Exercise brief: Every line containing the string "Салтыкова" is to be copied from the records.

Stored items:
_ _ _

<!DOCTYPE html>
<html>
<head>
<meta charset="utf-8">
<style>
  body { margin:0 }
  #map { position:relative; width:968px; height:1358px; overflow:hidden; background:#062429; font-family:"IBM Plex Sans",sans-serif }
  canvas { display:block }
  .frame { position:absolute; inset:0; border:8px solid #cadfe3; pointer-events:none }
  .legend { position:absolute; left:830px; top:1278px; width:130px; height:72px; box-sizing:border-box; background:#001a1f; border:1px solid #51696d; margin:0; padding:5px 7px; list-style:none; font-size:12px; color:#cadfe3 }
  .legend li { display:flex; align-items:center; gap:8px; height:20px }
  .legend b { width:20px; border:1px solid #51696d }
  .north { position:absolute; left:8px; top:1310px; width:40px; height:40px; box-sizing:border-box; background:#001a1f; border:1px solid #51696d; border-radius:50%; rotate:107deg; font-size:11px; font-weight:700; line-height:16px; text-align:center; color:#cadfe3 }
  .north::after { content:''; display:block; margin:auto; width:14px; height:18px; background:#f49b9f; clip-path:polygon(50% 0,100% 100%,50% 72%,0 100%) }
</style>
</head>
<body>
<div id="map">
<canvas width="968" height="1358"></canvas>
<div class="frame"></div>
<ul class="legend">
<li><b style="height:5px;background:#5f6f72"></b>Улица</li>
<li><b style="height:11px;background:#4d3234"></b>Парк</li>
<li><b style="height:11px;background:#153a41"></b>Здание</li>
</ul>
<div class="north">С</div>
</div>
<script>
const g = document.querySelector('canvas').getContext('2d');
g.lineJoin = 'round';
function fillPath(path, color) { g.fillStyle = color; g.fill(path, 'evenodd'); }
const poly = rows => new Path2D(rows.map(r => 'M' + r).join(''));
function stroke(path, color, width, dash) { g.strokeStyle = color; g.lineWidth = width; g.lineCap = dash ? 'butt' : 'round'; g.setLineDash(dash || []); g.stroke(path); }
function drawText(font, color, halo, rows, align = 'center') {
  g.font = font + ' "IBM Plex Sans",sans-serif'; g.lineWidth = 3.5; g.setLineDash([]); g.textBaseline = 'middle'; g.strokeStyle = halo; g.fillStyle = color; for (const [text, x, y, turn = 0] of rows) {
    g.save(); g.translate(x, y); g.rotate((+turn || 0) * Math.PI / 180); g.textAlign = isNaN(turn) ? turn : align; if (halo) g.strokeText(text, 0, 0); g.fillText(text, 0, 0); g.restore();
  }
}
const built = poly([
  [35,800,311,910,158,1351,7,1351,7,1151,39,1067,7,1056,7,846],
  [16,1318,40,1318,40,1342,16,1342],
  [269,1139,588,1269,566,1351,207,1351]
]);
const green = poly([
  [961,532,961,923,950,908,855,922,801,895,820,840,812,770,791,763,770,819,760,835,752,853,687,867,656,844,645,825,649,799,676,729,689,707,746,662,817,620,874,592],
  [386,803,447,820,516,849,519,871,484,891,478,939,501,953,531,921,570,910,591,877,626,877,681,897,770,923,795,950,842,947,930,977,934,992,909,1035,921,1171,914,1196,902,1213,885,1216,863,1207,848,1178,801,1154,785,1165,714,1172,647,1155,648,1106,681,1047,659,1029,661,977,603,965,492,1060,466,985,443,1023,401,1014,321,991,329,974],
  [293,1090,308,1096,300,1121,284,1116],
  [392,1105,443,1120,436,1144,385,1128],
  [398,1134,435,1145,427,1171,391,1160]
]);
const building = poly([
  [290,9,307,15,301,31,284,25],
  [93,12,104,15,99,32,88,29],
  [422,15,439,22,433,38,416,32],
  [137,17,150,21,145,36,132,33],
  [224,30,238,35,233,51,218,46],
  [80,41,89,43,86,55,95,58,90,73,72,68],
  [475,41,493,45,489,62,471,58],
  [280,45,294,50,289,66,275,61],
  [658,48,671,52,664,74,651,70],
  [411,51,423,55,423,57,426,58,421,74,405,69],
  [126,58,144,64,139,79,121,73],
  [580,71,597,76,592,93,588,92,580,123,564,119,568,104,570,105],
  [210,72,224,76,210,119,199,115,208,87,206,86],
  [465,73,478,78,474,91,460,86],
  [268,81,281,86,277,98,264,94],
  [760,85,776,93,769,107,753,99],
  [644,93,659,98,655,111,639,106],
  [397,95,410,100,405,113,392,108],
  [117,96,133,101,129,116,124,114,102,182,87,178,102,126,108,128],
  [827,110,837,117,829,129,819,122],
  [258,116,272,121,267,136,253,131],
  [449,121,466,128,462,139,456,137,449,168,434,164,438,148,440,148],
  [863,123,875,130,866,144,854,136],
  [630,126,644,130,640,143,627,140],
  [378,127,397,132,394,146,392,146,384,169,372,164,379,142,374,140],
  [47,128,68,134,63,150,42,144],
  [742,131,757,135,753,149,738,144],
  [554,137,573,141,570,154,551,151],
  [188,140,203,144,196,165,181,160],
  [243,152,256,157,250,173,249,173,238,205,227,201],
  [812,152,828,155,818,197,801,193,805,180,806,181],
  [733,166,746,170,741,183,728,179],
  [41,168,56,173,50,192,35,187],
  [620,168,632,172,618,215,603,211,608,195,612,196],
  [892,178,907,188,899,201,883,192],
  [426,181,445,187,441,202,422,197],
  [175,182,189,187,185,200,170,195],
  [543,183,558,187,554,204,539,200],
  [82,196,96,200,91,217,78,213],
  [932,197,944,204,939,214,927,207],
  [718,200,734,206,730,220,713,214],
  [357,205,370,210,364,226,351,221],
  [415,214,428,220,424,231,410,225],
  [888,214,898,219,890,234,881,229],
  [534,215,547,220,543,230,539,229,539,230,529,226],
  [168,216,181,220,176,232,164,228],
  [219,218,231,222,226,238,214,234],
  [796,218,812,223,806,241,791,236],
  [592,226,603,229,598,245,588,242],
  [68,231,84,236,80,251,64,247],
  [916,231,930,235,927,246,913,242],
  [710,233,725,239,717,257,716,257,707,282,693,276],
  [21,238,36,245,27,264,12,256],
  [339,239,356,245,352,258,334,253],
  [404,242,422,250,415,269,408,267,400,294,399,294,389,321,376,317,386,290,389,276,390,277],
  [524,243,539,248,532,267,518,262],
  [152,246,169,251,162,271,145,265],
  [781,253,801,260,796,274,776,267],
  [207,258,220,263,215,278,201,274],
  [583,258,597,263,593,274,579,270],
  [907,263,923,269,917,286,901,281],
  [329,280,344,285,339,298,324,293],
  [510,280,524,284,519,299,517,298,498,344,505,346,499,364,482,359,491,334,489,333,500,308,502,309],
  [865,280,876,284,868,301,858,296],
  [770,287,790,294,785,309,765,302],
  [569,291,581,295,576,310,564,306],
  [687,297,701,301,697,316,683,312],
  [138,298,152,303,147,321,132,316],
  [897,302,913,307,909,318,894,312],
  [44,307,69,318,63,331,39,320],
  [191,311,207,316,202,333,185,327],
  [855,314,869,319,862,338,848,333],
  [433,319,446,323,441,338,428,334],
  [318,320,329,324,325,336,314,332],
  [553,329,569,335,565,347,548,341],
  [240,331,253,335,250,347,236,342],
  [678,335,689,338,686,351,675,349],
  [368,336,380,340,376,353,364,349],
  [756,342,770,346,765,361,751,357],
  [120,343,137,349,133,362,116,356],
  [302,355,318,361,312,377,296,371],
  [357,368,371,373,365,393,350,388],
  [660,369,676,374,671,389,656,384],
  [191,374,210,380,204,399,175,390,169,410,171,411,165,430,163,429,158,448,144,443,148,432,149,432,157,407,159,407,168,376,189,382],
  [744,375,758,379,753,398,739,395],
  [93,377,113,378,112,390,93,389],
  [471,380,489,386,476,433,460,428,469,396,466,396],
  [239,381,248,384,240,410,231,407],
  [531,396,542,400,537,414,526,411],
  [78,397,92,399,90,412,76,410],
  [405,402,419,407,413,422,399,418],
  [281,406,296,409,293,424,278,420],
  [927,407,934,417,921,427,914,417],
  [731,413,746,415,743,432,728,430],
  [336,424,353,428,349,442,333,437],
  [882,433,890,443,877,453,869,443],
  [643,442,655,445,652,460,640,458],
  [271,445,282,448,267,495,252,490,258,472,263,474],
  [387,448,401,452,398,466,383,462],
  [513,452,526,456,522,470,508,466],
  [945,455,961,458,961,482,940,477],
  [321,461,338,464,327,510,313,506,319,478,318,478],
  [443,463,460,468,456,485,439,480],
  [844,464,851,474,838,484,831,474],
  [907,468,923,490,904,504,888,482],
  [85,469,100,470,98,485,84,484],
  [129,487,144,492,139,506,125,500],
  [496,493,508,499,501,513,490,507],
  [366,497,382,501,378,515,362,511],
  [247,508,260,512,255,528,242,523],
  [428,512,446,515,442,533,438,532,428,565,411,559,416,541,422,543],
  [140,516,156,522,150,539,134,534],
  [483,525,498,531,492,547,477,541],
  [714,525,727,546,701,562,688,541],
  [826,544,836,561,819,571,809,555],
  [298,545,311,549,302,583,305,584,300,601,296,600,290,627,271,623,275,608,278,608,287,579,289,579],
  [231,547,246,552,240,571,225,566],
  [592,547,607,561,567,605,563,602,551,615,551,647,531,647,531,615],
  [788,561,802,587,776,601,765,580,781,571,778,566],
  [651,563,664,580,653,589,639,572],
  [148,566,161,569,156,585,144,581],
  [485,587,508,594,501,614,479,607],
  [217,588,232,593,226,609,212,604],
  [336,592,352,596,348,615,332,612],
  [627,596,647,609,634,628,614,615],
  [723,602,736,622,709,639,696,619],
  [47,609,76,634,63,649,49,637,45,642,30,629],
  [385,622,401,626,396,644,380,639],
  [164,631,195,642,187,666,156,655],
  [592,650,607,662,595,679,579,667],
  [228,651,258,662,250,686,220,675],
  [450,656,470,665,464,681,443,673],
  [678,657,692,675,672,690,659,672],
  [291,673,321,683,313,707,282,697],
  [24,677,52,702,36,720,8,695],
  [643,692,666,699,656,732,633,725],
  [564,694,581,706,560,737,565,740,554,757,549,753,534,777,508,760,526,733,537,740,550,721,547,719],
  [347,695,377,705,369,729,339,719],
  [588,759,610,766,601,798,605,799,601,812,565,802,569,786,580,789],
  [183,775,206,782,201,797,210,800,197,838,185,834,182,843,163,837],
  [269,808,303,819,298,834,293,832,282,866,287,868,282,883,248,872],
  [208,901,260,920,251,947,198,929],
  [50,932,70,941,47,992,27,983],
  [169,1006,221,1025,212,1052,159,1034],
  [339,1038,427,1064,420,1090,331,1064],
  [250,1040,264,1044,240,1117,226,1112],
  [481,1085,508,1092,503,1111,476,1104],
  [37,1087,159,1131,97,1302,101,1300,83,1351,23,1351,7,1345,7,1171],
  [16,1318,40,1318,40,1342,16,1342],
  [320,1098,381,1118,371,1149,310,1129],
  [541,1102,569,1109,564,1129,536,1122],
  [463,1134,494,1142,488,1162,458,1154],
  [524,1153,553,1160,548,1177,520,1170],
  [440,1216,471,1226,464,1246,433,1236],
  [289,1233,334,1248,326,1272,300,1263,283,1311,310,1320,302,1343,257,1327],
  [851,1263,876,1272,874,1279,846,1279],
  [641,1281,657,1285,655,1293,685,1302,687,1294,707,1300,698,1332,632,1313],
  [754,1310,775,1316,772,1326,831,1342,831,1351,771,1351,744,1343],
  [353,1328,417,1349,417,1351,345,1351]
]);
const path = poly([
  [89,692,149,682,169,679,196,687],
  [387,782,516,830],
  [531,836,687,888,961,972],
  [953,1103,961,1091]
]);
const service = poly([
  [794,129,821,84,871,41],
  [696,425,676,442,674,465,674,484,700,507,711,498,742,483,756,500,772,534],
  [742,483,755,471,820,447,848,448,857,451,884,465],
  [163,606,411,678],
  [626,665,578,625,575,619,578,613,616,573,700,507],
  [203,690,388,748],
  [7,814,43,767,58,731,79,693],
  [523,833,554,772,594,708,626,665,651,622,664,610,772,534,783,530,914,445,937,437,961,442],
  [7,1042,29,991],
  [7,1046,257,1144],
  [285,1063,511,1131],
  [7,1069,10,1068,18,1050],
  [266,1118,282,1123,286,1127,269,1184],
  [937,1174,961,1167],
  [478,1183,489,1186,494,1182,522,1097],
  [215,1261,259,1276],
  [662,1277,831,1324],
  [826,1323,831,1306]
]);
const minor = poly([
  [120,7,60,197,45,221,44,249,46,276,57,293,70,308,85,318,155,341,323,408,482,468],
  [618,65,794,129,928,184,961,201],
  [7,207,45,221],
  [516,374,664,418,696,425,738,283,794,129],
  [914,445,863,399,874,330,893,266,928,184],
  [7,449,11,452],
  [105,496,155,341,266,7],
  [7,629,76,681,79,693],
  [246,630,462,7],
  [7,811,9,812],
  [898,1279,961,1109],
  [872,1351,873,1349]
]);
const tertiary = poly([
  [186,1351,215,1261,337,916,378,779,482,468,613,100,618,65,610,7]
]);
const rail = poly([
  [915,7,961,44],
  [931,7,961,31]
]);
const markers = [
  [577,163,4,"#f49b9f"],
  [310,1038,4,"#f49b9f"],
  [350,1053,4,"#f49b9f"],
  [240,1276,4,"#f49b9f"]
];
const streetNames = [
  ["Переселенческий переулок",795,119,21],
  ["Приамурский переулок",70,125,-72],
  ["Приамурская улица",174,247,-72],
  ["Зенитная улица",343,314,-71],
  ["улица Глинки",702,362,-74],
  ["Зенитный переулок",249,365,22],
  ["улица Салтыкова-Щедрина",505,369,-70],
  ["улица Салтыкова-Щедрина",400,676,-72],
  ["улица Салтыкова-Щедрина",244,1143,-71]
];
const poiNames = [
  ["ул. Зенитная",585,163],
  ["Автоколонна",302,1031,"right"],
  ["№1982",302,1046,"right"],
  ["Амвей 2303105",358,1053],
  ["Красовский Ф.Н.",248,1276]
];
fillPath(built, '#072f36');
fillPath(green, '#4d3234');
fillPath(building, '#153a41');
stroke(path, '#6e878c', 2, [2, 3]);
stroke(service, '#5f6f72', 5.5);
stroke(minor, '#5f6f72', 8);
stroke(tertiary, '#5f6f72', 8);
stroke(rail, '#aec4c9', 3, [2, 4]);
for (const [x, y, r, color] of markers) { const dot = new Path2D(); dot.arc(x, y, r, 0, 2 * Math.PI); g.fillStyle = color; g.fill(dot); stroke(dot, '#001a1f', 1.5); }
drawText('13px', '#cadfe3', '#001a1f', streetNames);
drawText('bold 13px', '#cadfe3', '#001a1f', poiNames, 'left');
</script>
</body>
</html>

_ _ _

Output of the exercise:
  ["улица Салтыкова-Щедрина",505,369,-70],
  ["улица Салтыкова-Щедрина",400,676,-72],
  ["улица Салтыкова-Щедрина",244,1143,-71]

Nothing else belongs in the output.